Records for this exercise Block Start
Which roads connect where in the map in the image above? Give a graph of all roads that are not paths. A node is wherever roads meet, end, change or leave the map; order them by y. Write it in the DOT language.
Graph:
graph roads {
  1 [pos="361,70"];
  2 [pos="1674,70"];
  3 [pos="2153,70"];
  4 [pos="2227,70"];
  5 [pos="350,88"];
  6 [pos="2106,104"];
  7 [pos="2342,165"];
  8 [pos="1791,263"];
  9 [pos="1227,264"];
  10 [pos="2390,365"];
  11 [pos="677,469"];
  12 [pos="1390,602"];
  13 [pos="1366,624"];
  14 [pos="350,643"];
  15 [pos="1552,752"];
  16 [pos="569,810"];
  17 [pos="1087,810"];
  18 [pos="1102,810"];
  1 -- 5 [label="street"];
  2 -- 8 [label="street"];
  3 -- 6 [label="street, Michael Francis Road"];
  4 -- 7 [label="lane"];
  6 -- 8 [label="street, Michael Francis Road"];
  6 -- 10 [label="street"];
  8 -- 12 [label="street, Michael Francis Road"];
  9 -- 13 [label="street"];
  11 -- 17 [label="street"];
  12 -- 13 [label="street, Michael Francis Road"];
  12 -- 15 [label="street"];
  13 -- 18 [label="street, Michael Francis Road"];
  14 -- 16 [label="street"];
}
Records for this exercise Block End
The problem — Every word in the records must appear in your copy exactly as it does above.

Response to the exercise —
Which roads connect where in the map in the image above? Give a graph of all roads that are not paths. A node is wherever roads meet, end, change or leave the map; order them by y. Write it in the DOT language.
Graph:
graph roads {
  1 [pos="361,70"];
  2 [pos="1674,70"];
  3 [pos="2153,70"];
  4 [pos="2227,70"];
  5 [pos="350,88"];
  6 [pos="2106,104"];
  7 [pos="2342,165"];
  8 [pos="1791,263"];
  9 [pos="1227,264"];
  10 [pos="2390,365"];
  11 [pos="677,469"];
  12 [pos="1390,602"];
  13 [pos="1366,624"];
  14 [pos="350,643"];
  15 [pos="1552,752"];
  16 [pos="569,810"];
  17 [pos="1087,810"];
  18 [pos="1102,810"];
  1 -- 5 [label="street"];
  2 -- 8 [label="street"];
  3 -- 6 [label="street, Michael Francis Road"];
  4 -- 7 [label="lane"];
  6 -- 8 [label="street, Michael Francis Road"];
  6 -- 10 [label="street"];
  8 -- 12 [label="street, Michael Francis Road"];
  9 -- 13 [label="street"];
  11 -- 17 [label="street"];
  12 -- 13 [label="street, Michael Francis Road"];
  12 -- 15 [label="street"];
  13 -- 18 [label="street, Michael Francis Road"];
  14 -- 16 [label="street"];
}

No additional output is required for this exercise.